## DATA RECORDS
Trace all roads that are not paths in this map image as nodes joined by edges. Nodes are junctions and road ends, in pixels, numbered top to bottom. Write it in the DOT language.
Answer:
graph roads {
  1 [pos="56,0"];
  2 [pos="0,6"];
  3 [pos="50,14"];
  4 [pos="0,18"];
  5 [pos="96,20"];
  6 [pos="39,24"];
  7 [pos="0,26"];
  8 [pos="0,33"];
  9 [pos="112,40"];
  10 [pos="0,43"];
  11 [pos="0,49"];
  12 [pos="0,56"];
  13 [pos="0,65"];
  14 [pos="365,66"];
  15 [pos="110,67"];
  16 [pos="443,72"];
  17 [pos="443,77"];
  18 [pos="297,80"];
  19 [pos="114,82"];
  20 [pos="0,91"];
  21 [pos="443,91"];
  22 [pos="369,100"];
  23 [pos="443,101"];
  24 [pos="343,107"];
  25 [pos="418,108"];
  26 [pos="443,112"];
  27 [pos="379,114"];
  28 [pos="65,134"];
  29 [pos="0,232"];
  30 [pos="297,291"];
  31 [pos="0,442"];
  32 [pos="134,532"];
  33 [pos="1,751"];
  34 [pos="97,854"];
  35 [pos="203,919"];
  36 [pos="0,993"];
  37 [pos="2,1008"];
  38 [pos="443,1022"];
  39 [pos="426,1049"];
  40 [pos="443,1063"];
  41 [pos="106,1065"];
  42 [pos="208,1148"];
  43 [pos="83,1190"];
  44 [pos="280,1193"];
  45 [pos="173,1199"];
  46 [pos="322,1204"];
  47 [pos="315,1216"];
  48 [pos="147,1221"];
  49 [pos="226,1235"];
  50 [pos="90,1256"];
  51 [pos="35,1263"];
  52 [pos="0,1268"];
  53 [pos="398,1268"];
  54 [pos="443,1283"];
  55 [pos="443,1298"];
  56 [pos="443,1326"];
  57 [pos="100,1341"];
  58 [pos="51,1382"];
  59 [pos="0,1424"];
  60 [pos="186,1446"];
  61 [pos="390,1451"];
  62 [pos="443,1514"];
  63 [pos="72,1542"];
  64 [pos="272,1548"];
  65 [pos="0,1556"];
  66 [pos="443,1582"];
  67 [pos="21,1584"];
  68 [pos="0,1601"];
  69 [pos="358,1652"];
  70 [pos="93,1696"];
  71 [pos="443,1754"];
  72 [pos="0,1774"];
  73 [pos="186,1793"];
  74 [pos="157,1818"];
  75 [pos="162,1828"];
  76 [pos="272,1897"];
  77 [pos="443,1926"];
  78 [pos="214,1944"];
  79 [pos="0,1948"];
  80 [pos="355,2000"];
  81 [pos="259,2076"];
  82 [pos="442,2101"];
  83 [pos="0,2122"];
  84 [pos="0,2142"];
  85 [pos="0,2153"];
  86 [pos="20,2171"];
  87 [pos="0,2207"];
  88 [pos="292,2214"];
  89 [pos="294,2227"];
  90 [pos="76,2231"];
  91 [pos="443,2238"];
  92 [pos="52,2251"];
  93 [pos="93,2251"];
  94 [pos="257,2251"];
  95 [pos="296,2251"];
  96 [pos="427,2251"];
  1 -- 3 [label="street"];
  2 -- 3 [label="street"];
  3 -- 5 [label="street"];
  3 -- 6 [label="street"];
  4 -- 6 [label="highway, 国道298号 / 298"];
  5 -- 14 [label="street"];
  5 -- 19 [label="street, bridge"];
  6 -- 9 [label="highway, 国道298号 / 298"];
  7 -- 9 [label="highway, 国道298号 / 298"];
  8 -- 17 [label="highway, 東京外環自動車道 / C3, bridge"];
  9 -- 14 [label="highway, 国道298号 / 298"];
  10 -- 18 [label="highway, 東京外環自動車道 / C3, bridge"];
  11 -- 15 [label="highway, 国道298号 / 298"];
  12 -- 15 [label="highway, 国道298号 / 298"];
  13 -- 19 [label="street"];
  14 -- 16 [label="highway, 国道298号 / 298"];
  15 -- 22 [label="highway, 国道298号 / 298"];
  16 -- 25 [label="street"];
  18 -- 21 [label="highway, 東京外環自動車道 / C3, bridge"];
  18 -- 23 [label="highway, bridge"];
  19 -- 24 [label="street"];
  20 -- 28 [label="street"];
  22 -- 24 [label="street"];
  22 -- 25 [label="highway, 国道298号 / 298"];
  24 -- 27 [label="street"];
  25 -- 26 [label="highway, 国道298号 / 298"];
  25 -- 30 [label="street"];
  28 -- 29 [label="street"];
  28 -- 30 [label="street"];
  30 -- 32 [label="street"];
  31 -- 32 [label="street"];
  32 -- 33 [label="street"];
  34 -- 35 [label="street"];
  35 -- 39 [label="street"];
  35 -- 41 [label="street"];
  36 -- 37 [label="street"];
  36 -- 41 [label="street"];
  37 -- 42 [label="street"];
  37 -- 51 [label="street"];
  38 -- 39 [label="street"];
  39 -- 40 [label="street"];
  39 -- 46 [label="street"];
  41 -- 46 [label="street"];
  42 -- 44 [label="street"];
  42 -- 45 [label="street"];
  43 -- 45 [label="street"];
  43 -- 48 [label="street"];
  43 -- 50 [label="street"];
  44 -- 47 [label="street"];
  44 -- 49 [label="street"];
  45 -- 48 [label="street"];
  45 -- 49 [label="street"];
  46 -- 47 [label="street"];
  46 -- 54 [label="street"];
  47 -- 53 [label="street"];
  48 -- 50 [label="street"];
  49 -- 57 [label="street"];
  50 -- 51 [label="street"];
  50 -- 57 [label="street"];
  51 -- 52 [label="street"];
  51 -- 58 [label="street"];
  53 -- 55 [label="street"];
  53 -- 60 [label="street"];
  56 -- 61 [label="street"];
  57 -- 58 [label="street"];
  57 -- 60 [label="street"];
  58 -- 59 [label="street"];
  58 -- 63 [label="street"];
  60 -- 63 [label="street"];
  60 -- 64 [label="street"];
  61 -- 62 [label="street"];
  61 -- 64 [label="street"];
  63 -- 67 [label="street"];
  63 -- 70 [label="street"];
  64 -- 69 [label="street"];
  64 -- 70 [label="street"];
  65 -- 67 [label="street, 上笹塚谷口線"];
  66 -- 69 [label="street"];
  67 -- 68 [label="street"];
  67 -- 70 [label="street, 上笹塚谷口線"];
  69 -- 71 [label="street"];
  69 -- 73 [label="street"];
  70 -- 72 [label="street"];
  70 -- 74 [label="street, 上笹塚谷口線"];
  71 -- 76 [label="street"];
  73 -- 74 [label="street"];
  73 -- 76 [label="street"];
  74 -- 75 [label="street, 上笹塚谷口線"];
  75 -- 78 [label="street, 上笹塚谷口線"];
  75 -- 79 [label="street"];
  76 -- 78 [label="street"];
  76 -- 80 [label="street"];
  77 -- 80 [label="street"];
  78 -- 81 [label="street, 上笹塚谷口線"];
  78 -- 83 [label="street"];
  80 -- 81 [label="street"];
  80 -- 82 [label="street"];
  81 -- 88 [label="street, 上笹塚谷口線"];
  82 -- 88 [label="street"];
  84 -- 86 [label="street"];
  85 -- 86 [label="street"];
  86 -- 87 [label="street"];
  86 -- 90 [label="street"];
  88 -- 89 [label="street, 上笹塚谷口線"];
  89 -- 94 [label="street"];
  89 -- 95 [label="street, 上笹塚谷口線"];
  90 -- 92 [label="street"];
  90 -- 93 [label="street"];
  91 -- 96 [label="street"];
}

## EXERCISE
For this task, copy every line of the material in which "roads" appears.

## RESPONSE TO THE TASK
Trace all roads that are not paths in this map image as nodes joined by edges. Nodes are junctions and road ends, in pixels, numbered top to bottom. Write it in the DOT language.
graph roads {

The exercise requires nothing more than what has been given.